“Everyone says Anna Karenina is about individual desire going against society, but I actually think the opposite is stronger: the way societal forces limit the expression of the individual.” Here is Mary Gaitskill on Anna Karenina for The Atlantic’s By Heart series, in which writers reflect on some of their favorite passages in all of literature. We’ve brought you a bit on By Heart here, here, and here.
What does it mean to be cool? According to scholar Joel Dinerstein, it means a person who conveys “relaxed intensity.” Using this definition, Dinerstein and Frank Goodyear III curated a photography exhibition of "American Cool" at National Portrait Gallery. The portraits feature everyone from Joan Didion to David Byrne.
“All of a sudden, things that should be banal, like a person’s face—the fact that a person has a face—becomes extremely disorienting. In these moments, I think it’s important to keep those strange commas.” In an illuminating interview for Asymptote, Year in Reading alumna Katrina Dodson talks about the thrills and challenges in translating The Complete Stories of Clarice Lispector. Pair with Magdalena Edwards’s Millions review of the collection.
Edinburgh's latest whodunnit wasn't written by Ian Rankin. The Scottish capital's mysterious book sculptor has struck again. Last summer, she started anonymously leaving paper sculptures at literary locations around the city to promote free access to libraries, museums, and galleries. The latest artwork arrived at the Edinburgh Unesco City of Literature Trust and includes paper feather wings, a safety helmet, and goggles "to provide some protection throughout journey."

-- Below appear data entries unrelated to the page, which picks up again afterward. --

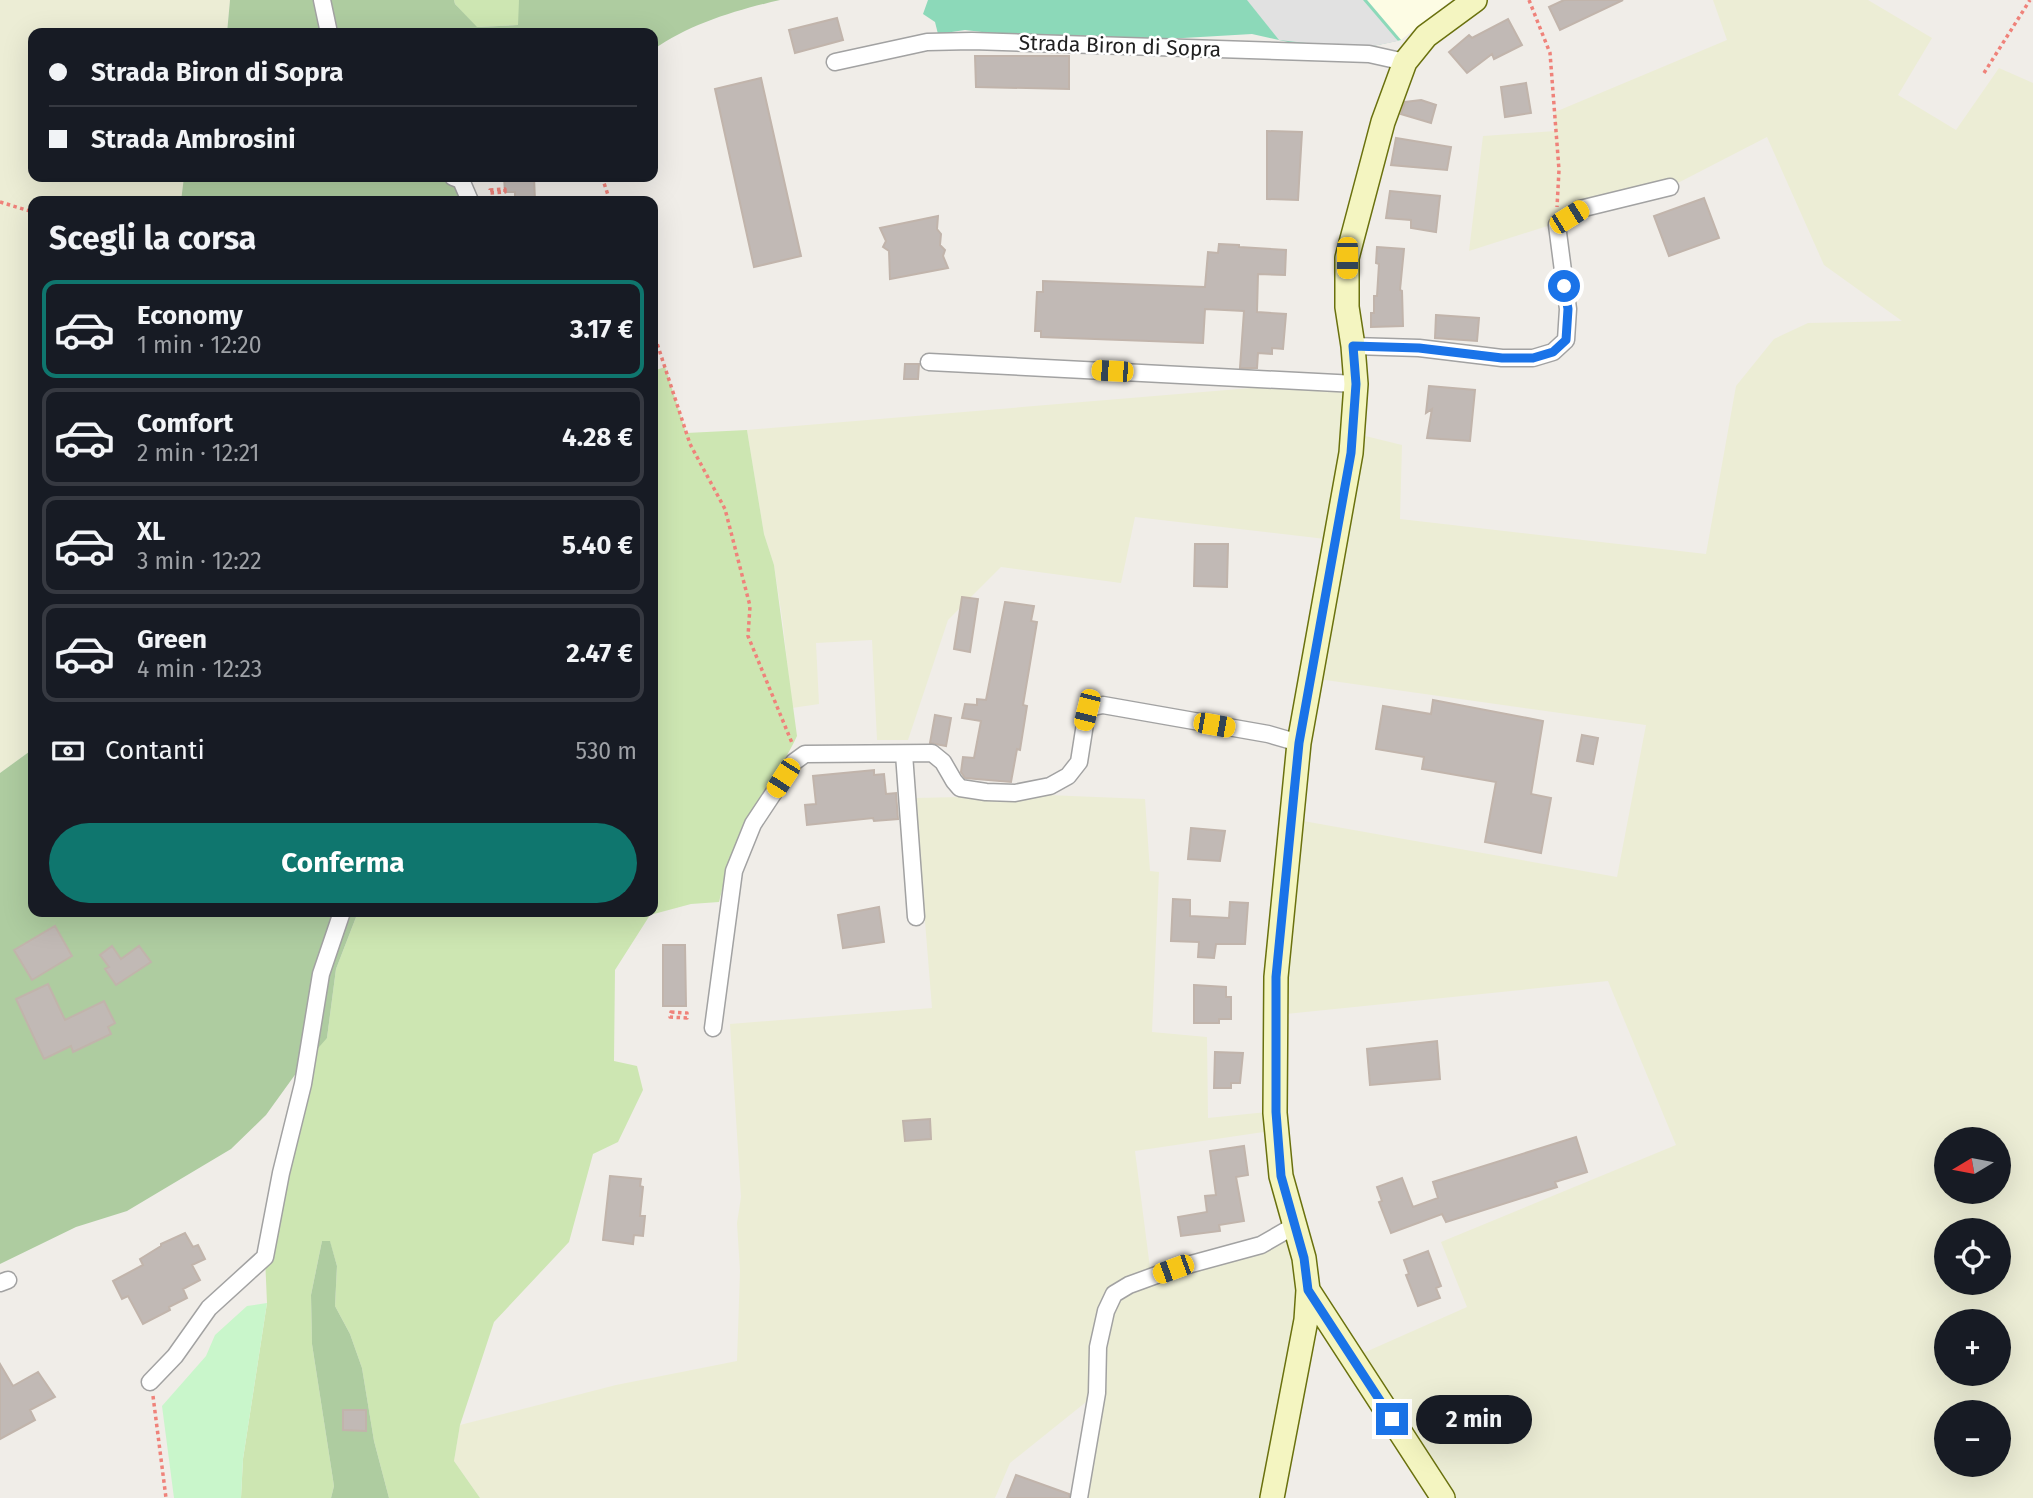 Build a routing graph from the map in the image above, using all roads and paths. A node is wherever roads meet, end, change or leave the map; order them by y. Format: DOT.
graph roads {
  1 [pos="322,0"];
  2 [pos="1475,0"];
  3 [pos="1529,0"];
  4 [pos="2030,0"];
  5 [pos="328,28"];
  6 [pos="835,62"];
  7 [pos="1405,62"];
  8 [pos="1984,72"];
  9 [pos="1670,187"];
  10 [pos="0,202"];
  11 [pos="28,210"];
  12 [pos="1557,225"];
  13 [pos="658,346"];
  14 [pos="1353,346"];
  15 [pos="929,362"];
  16 [pos="1356,384"];
  17 [pos="1299,743"];
  18 [pos="805,754"];
  19 [pos="904,754"];
  20 [pos="340,917"];
  21 [pos="916,917"];
  22 [pos="713,1028"];
  23 [pos="1294,1226"];
  24 [pos="1308,1290"];
  25 [pos="150,1382"];
  26 [pos="166,1498"];
  27 [pos="1079,1498"];
  28 [pos="1272,1498"];
  29 [pos="1443,1498"];
  1 -- 5 [label="street"];
  2 -- 7 [label="street"];
  3 -- 12 [label="path"];
  4 -- 8 [label="path"];
  6 -- 7 [label="street, Strada Biron di Sopra"];
  7 -- 14 [label="street"];
  9 -- 12 [label="street"];
  10 -- 11 [label="path"];
  12 -- 14 [label="street"];
  13 -- 18 [label="path"];
  14 -- 16 [label="street"];
  15 -- 16 [label="street"];
  16 -- 17 [label="street"];
  17 -- 19 [label="street"];
  17 -- 23 [label="street"];
  18 -- 19 [label="street"];
  18 -- 22 [label="street"];
  19 -- 21 [label="street"];
  20 -- 25 [label="street"];
  23 -- 24 [label="street"];
  23 -- 27 [label="street"];
  24 -- 28 [label="street"];
  24 -- 29 [label="street"];
  25 -- 26 [label="path"];
} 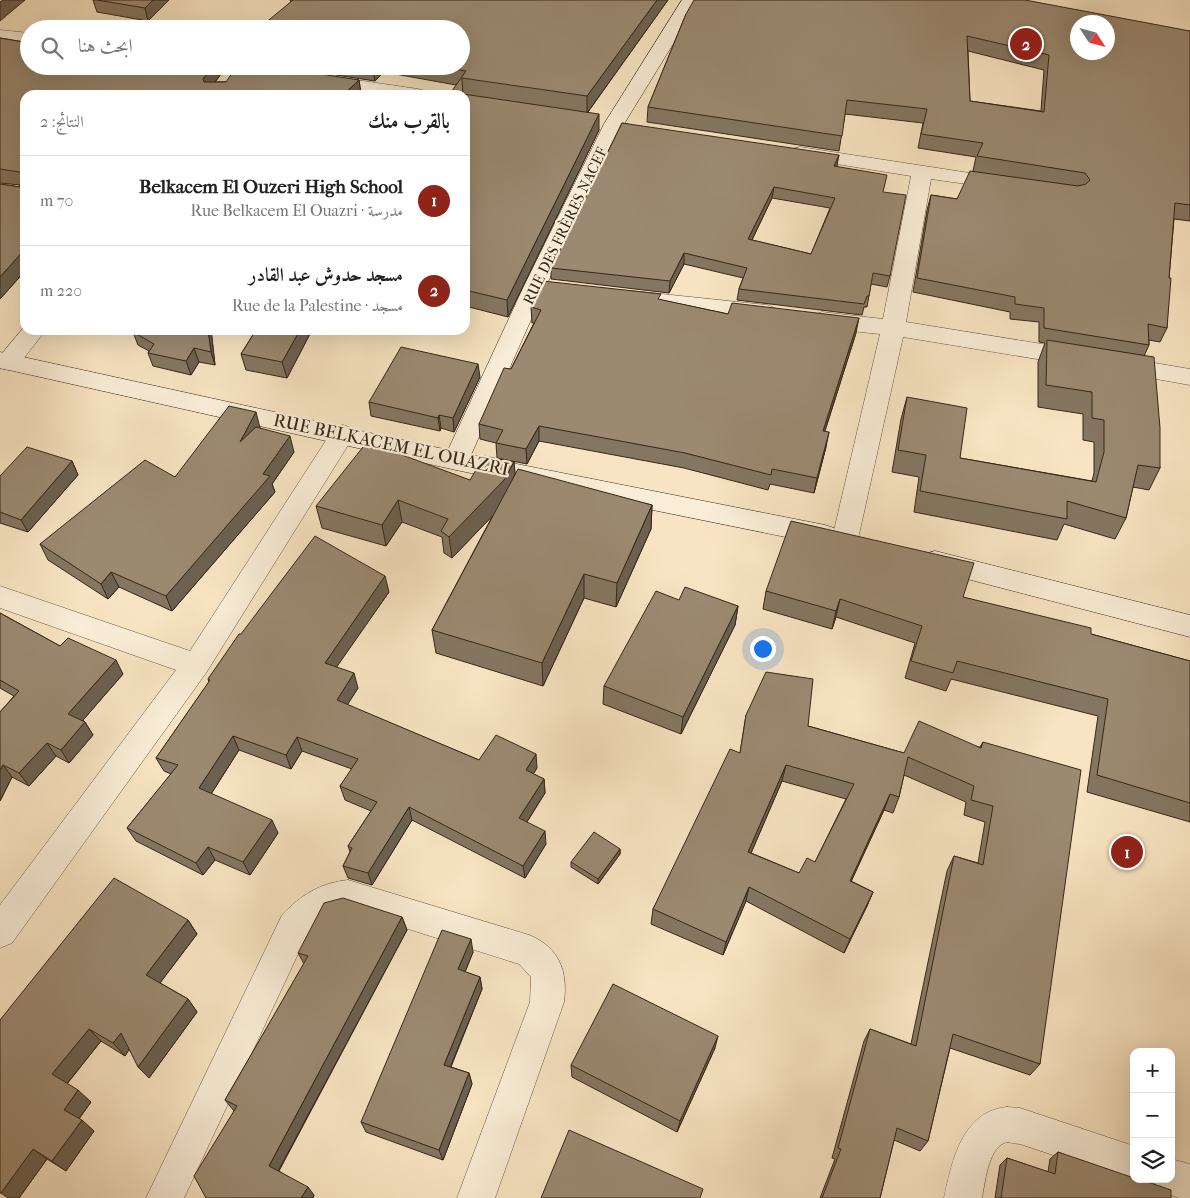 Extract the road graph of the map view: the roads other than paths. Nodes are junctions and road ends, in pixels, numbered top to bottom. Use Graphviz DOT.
graph roads {
  1 [pos="690,0"];
  2 [pos="0,35"];
  3 [pos="20,38"];
  4 [pos="304,78"];
  5 [pos="384,90"];
  6 [pos="778,150"];
  7 [pos="922,172"];
  8 [pos="1016,185"];
  9 [pos="612,295"];
  10 [pos="893,328"];
  11 [pos="29,335"];
  12 [pos="4,361"];
  13 [pos="1190,377"];
  14 [pos="343,434"];
  15 [pos="456,460"];
  16 [pos="913,556"];
  17 [pos="0,597"];
  18 [pos="1190,626"];
  19 [pos="196,665"];
  20 [pos="0,932"];
  21 [pos="1130,1163"];
  22 [pos="1175,1178"];
  23 [pos="1190,1183"];
  24 [pos="165,1198"];
  25 [pos="476,1198"];
  26 [pos="963,1198"];
  1 -- 15 [label="street, RUE DES FRÈRES NACEF"];
  2 -- 3 [label="street"];
  4 -- 5 [label="street"];
  6 -- 7 [label="street"];
  7 -- 8 [label="street"];
  7 -- 10 [label="street"];
  9 -- 10 [label="street"];
  10 -- 13 [label="street"];
  10 -- 15 [label="street, RUE BELKACEM EL OUAZRI"];
  11 -- 12 [label="street"];
  12 -- 14 [label="street, RUE BELKACEM EL OUAZRI"];
  14 -- 15 [label="street, RUE BELKACEM EL OUAZRI"];
  14 -- 19 [label="street"];
  16 -- 18 [label="street"];
  17 -- 19 [label="street"];
  19 -- 20 [label="street"];
  21 -- 26 [label="street"];
  22 -- 23 [label="street"];
  24 -- 25 [label="street"];
}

"In eleven years, I’ve written four books: three novels and one story collection. Only the story collection has ever seen the light of day; the first two novels, including my thesis, were never published and the third novel is making the rounds with agents right now. I’d like to believe I’ve learned a few things about how fiction works over this time, but perhaps it is more accurate to write that I have learned how my fiction does – or in many cases, does not – work." Michael Nye, who's written for us before, shares his "Lessons in Failure and Writing a Novel" on the Missouri Review blog.